I get that some of these stories travelled through cultures through wars and along trade routes, which COULD explain story parallels in, for example, the Middle East. But what about South America? Australia? There are SO MANY stories with similarities, all over the world and throughout the ages. Where did they start? Is there truth in any of these? If so, what IS that truth? Who started this millennia-old game of Chinese whispers?
Once upon a time our ancestors didn’t worship any gods, and then one day they did. Archaeologists can trace the beginnings of spirituality and religion in our ancestors, through signs of belief in the afterlife. A long time ago when someone died, we left them and walked away. Presumably we grieved because presumably we loved, too, but once a person was dead there was nothing more to be done for them. But then we started burying our dead, and burying them with items of significance. Items to go with them into the afterlife, to ease their passage or make their existence easier once they got there.

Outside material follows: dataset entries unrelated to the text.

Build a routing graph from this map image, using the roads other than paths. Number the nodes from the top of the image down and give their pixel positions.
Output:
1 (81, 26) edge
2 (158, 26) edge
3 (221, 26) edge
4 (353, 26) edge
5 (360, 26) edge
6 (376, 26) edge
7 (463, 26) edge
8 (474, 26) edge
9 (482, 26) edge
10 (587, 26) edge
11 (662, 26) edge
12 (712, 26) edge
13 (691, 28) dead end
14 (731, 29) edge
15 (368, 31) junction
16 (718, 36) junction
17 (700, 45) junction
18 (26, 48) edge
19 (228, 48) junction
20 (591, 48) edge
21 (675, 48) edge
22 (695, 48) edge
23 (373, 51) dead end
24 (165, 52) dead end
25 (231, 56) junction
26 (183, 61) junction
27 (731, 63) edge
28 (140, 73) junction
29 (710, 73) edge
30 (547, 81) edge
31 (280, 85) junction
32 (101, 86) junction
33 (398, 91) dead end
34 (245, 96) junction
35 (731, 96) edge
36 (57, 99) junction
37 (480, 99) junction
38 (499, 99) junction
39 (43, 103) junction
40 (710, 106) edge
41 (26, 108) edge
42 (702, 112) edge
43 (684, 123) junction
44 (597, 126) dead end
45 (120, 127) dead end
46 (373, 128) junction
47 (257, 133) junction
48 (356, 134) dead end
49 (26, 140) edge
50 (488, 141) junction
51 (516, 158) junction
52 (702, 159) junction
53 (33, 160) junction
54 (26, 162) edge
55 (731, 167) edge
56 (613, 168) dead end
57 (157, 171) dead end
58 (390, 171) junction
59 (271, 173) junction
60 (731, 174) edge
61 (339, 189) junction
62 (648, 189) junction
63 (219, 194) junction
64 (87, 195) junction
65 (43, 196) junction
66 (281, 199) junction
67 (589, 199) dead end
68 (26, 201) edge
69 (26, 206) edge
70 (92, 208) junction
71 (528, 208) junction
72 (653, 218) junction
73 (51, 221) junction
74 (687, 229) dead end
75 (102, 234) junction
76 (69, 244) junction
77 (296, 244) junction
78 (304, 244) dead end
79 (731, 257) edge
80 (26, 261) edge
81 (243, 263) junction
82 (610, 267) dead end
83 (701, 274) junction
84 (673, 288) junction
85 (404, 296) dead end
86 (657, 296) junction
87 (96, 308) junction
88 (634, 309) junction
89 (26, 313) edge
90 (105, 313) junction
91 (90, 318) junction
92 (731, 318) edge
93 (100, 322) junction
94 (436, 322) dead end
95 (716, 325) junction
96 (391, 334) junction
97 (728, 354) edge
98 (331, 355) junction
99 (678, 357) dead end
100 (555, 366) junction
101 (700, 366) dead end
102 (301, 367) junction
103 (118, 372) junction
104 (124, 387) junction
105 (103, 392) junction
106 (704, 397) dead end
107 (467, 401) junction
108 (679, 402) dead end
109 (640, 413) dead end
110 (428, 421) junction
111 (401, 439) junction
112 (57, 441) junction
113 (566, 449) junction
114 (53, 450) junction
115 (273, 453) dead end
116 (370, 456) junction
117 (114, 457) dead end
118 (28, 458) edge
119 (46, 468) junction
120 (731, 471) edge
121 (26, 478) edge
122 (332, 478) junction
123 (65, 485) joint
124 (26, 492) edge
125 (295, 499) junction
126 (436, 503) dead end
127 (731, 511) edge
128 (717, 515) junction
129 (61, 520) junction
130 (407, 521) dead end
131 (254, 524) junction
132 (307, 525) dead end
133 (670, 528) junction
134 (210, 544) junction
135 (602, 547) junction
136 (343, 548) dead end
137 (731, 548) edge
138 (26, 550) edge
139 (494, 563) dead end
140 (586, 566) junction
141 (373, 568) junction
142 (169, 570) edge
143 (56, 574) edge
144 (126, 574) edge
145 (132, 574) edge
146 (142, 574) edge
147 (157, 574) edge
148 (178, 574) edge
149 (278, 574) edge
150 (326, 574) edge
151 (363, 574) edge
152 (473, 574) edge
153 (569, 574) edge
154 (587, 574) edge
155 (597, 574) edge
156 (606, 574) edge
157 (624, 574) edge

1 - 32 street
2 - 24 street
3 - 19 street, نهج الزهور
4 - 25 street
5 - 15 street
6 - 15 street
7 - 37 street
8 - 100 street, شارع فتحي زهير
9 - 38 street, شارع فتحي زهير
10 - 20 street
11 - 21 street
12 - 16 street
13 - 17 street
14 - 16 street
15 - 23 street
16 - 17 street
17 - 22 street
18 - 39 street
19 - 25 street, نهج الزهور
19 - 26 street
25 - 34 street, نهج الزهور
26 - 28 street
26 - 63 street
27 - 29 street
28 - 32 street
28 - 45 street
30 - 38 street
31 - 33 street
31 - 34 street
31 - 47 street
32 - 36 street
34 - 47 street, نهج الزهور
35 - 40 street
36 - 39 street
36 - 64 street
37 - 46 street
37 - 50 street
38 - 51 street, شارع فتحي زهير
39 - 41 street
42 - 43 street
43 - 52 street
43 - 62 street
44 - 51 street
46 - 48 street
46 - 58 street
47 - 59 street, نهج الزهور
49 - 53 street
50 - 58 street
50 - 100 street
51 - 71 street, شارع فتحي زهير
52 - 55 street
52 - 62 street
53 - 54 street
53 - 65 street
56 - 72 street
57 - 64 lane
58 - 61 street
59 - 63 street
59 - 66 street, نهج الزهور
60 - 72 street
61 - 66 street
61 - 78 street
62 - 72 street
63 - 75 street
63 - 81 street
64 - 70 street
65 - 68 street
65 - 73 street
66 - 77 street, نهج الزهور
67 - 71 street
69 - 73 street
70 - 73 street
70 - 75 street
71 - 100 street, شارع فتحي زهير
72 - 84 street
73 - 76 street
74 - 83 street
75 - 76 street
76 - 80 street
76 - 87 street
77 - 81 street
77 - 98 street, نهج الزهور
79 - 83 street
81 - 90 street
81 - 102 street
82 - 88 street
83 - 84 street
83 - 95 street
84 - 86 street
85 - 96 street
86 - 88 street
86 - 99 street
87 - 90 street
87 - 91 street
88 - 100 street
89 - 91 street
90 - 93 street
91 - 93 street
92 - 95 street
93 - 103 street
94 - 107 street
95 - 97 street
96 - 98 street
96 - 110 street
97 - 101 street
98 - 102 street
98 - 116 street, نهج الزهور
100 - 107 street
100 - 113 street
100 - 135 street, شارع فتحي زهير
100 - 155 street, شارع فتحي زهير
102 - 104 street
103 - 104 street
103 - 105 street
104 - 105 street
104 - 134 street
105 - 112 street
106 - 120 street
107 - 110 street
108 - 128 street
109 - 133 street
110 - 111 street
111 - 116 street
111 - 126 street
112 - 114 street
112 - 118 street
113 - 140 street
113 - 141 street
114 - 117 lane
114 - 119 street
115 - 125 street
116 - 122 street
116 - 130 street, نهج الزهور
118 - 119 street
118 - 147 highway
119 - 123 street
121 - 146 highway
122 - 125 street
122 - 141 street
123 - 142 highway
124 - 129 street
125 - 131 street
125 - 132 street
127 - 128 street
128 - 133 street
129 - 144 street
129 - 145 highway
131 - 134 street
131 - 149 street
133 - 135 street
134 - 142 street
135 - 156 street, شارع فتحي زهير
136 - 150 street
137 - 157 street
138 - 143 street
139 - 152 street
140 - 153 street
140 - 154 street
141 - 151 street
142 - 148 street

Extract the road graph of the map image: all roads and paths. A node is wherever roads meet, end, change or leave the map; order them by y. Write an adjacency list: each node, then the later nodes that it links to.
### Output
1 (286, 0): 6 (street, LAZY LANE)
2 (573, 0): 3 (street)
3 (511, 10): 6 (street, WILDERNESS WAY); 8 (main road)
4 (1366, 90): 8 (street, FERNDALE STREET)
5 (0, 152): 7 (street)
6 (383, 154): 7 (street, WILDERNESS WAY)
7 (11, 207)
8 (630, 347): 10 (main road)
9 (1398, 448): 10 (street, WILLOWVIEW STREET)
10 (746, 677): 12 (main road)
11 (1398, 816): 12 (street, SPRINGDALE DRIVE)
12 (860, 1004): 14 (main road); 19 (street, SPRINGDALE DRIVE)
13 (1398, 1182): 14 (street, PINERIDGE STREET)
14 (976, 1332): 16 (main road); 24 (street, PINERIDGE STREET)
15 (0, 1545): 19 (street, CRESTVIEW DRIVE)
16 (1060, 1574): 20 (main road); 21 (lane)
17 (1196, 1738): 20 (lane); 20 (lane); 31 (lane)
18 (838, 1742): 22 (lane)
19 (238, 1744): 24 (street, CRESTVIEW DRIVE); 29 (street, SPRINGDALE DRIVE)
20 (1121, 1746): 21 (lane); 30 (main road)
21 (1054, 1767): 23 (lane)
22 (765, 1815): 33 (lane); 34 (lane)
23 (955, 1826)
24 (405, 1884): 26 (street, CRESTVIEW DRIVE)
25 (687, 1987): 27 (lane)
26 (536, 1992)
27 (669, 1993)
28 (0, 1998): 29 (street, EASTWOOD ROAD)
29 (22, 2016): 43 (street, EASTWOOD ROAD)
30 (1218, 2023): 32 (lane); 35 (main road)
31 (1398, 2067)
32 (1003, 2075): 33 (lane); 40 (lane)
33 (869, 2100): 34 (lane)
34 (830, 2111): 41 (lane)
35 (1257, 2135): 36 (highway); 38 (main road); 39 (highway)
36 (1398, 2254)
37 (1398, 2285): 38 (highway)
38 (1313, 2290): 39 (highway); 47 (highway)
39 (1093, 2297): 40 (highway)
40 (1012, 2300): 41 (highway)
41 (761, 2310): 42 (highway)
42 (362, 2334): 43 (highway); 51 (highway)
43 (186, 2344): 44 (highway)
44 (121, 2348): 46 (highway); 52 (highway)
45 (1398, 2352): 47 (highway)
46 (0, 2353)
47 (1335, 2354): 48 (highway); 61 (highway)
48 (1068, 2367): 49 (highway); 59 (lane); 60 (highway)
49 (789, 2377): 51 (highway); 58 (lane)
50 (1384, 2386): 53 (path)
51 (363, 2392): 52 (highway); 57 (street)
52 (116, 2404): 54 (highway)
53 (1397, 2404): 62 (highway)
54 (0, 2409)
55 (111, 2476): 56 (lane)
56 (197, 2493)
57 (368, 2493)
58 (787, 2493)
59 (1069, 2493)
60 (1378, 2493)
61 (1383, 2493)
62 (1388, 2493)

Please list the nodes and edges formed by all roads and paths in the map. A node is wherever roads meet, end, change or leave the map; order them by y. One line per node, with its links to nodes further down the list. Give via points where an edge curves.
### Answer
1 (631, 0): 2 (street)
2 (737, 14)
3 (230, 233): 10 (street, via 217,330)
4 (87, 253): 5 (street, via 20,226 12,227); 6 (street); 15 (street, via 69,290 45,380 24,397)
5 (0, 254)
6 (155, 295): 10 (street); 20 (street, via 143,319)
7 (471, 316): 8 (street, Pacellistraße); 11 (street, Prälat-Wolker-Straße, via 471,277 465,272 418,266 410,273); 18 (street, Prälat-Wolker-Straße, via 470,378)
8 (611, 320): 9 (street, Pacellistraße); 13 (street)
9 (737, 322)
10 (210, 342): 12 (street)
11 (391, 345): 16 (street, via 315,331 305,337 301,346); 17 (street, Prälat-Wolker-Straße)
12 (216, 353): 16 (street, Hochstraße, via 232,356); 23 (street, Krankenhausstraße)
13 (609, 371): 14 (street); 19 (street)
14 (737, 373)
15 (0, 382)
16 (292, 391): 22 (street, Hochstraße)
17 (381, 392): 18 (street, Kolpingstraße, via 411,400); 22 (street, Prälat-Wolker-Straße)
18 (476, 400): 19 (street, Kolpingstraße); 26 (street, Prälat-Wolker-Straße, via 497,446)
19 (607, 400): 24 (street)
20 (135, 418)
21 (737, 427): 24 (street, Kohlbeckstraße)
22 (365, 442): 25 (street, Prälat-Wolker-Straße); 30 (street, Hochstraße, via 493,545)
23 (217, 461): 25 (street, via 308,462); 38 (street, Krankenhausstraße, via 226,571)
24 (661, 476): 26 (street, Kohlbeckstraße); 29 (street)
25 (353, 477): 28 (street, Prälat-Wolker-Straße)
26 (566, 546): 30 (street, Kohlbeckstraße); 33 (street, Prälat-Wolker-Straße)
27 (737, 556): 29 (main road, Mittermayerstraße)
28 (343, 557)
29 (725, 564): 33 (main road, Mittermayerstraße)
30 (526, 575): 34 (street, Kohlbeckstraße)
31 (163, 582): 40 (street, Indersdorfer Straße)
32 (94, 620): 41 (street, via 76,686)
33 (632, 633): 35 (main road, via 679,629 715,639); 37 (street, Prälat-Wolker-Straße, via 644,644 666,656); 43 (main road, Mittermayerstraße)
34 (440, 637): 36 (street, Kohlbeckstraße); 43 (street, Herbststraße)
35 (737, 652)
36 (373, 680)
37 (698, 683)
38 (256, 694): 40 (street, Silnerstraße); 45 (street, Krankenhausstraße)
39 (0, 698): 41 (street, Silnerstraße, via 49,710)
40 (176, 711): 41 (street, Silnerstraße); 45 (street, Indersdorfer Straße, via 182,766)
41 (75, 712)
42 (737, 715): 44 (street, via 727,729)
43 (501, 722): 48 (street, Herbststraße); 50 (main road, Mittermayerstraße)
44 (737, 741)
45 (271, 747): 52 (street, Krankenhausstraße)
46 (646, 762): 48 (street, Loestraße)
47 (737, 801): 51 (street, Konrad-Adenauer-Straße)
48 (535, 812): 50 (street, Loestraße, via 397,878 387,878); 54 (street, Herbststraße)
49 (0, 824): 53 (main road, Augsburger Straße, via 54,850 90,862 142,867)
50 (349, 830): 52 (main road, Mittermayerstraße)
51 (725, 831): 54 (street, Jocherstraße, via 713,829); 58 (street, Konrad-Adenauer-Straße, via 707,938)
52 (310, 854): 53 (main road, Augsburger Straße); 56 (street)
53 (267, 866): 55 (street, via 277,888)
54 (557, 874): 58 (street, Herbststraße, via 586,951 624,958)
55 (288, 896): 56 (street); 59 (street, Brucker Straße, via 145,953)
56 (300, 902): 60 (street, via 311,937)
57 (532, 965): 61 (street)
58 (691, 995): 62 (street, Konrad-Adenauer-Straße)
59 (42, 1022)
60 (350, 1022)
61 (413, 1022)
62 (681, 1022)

WHY? Why did we start believing in life beyond the material? What happened? Did it happen in just one place and then word spread, or did it happen everywhere all at once and then the different peoples and cultures developed their own stories in isolation from one another? Was it an actual god? Many gods? A spectacular and/or catastrophic natural event? Heck, let’s indulge all the theories for a minute. Did aliens teach us how to build the pyramids? Were the “heroes of old” actually just another race that existed parallel to us, like the neanderthals (who, btw, also believed in an afterlife)?
Mind blown, right? Right?
Oi. WAKE UP!
So that’s my little soap box rant and probably you won’t be that into it and to your face I’ll say “that’s cool” but in my head I’ll be thinking WHAT IS WRONG WITH THE REST OF THE WORLD? WHY DON’T THEY GET HOW AMAZING THIS IS?
Deep breaths.
And now I want to know: what’s YOUR soap box topic? What gets you REALLY excited, as in, almost as excited as the mystery of the origins of myth? I promise to listen. I do. I really want to know. Go!